请建议哪一个更好?还建议是否有任何替代方法。
Thanks.
3 个解决方案
#1
5
HTML entities have been introduced years ago to transport character information over the wire when transportation was not binary safe and for the case that the user-agent (browser) did not support the charset encoding of the transport-layer or server.
多年前引入了HTML实体,以便在传输不是二进制安全的情况下通过线路传输字符信息,以及用户代理(浏览器)不支持传输层或服务器的字符集编码的情况。

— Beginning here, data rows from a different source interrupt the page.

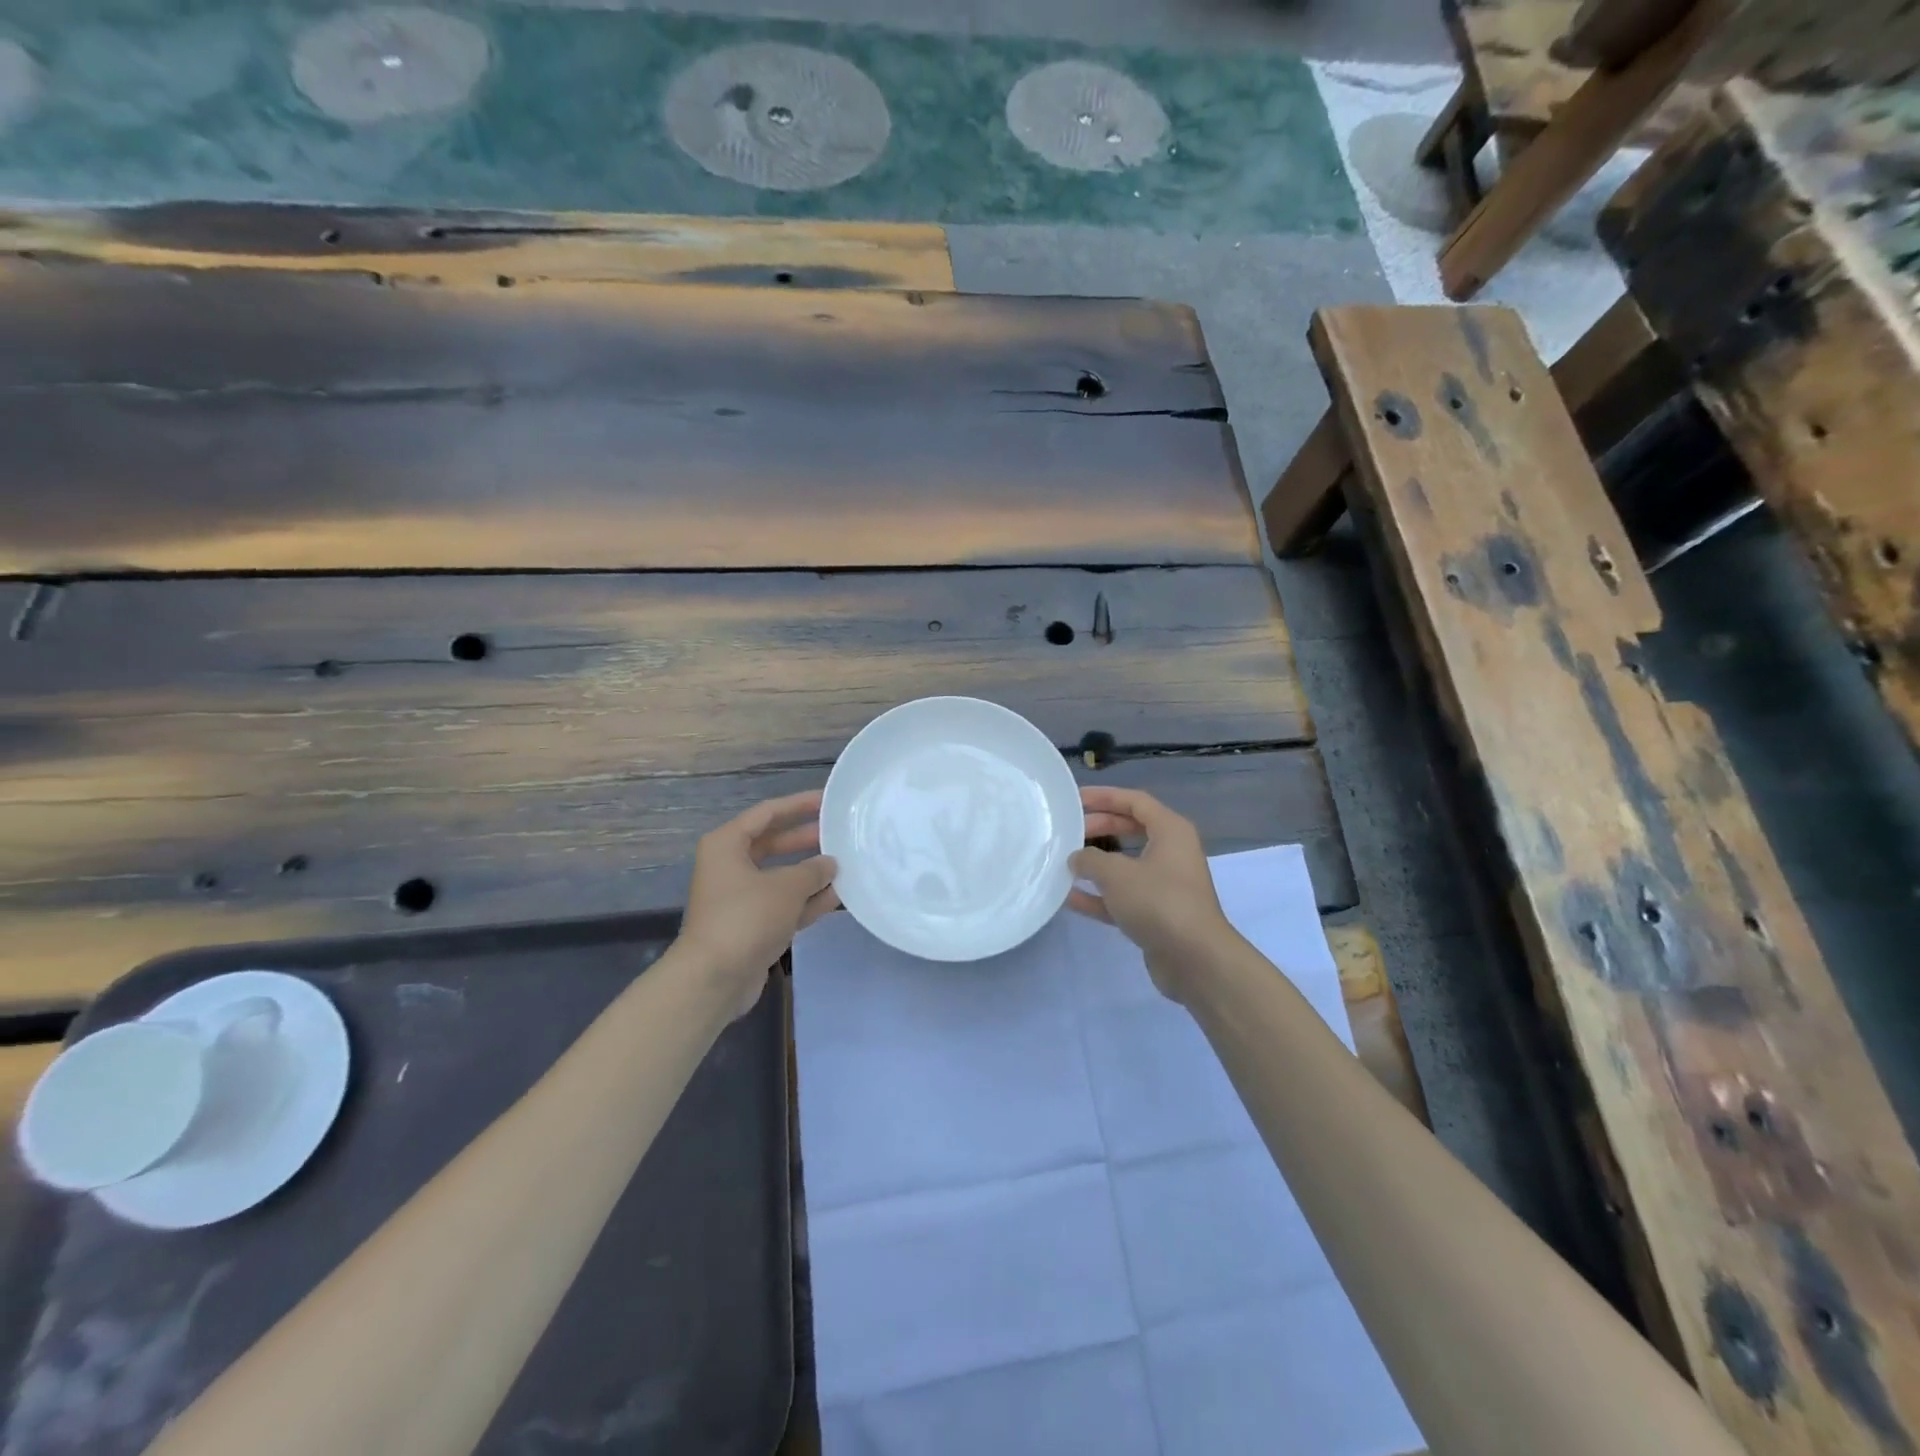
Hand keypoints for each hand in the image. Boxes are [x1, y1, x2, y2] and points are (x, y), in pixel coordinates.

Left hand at [680, 791, 839, 1018]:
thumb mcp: (786, 888)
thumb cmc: (746, 918)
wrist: (714, 979)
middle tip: (839, 833)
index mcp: (727, 845)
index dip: (798, 805)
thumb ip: (813, 871)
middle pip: (773, 843)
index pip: (767, 813)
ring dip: (809, 872)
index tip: (828, 801)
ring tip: (845, 864)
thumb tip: (829, 863)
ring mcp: (739, 897)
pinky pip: (782, 904)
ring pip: (780, 876)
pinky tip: (836, 896)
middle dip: (806, 839)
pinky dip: (805, 900)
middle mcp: (729, 866)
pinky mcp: (750, 925)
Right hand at [1070, 786, 1235, 1002]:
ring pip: (1125, 865)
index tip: (1075, 799)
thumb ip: (1090, 859)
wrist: (1195, 960)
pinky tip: (1069, 897)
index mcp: (1171, 831)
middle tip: (1069, 830)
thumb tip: (1077, 858)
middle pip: (1130, 829)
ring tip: (1064, 861)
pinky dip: (1099, 896)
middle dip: (1099, 828)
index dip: (1104, 796)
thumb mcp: (1116, 873)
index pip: (1135, 801)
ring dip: (1096, 864)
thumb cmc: (1158, 901)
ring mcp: (1165, 885)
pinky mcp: (1157, 914)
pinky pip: (1123, 897)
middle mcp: (1171, 853)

As a HTML entity contains only very basic characters (&
, ;
, a-z
and 0-9
) and those characters have the same binary encoding in most character sets, this is and was very safe from those side-effects.
由于HTML实体仅包含非常基本的字符(&,;,a-z和0-9),并且这些字符在大多数字符集中具有相同的二进制编码,因此这些副作用非常安全。
However when you store something in the database, you don't have these issues because you're normally in control and you know what and how you can store text into the database.
但是,当您在数据库中存储某些内容时,您不会遇到这些问题,因为您通常处于控制状态,并且您知道将文本存储到数据库中的方式和方式。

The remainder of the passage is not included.